Fermat was one of the greatest amateur mathematicians. He was born on August 20, 1601 in Beaumont-de-Lomagne, France, to a prosperous merchant family. Pierre's financially secure family situation and his mother's high parliamentary social status made the study of law a logical choice for Fermat. He received the degree of Bachelor of Civil Laws from the University of Orléans in 1631, and from that time he rose steadily through the provincial government hierarchy to attain the high position of King's Counsellor in 1648, a position he held for 17 years.
Fermat's interest in mathematics, always as a hobby and not a profession, blossomed during a stay in Bordeaux, France, toward the end of the 1620s, where he studied the works of François Viète. Fermat assimilated the new symbolic algebra and theory of equations that was the basis of Viète's work. Fermat viewed his own contributions to mathematics as a continuation of the Viètan tradition. The essence of his approach was to use algebra as a formal language to unite the worlds of geometry and arithmetic, or number theory, by reducing a complex problem into a set of problems for which solutions were already known. This " analytic art," as it was known to Viète and Fermat, was similar to the techniques of analytic geometry that were being developed by other mathematicians at that same time, notably René Descartes, and was revived by Leonhard Euler in the 1700s.
Fermat refused to publish his work except in the form of challenges to other mathematicians of problems and theorems to be solved. Most of what is known of Fermat's methods comes from the many correspondences he maintained with others in the field and from copious notes and annotations scribbled in the margins of Fermat's books. One particular claim, scrawled by Fermat in the margin of a book by Diophantus, may be one of the greatest marginal notes in the history of mathematics.
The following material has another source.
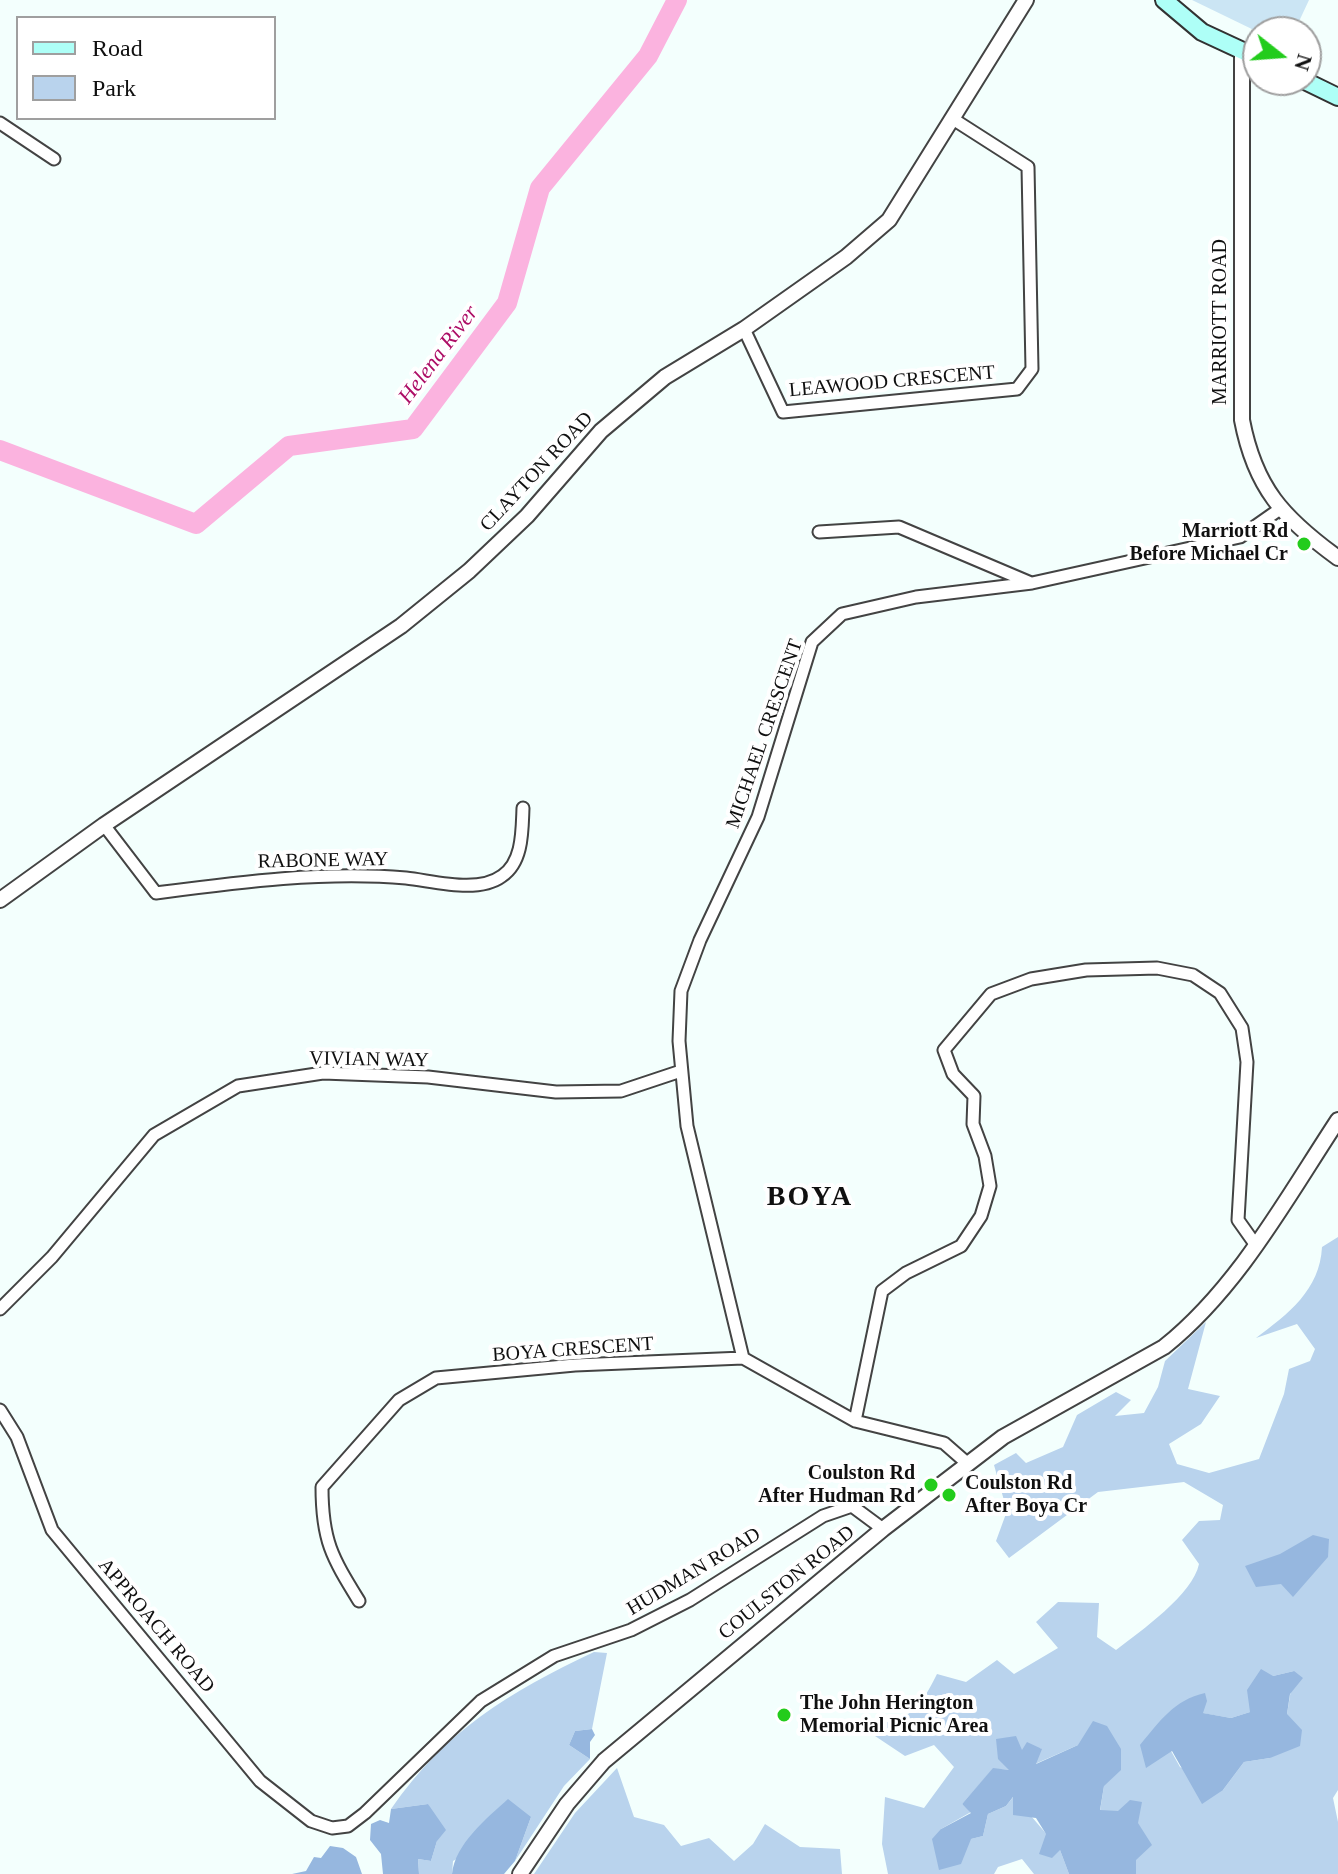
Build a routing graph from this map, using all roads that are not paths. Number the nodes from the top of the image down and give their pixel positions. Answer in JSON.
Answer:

In the note, Fermat claimed that the equation xn + yn = zn (n > 2) has no positive integer solutions for x, y, and z, but wrote that the margin of the book was too small to contain his "simple proof". Attempts to find a proof of this statement frustrated amateur and professional mathematicians alike for over 300 years until the Princeton mathematician Andrew Wiles finally proved in 1995 that Fermat had indeed been correct.
Though Fermat's reputation as a mathematician of the highest rank was established within his own lifetime, the depth of Fermat' s contribution to mathematics was not appreciated for over a hundred years after his death and became apparent only when his work was finally compiled and published by Charles Henry and Paul Tennery in the nineteenth century.
One of Fermat's notable contributions to mathematics was his celebrated, but brief, correspondence with Blaise Pascal in which the two laid down the basic principles of modern probability theory. In an exchange of letters in 1654, the two men discussed different methods of solving a problem that a gambler had posed to Pascal, namely, if a game of chance should be stopped before it came to its conclusion, how should the stakes on the table be divided among the players? Pascal and Fermat concluded that the distribution to each player was some ratio of the total number of possible outcomes. The mathematical treatment of this concept laid the foundation for future explorations of probability theory by later mathematicians.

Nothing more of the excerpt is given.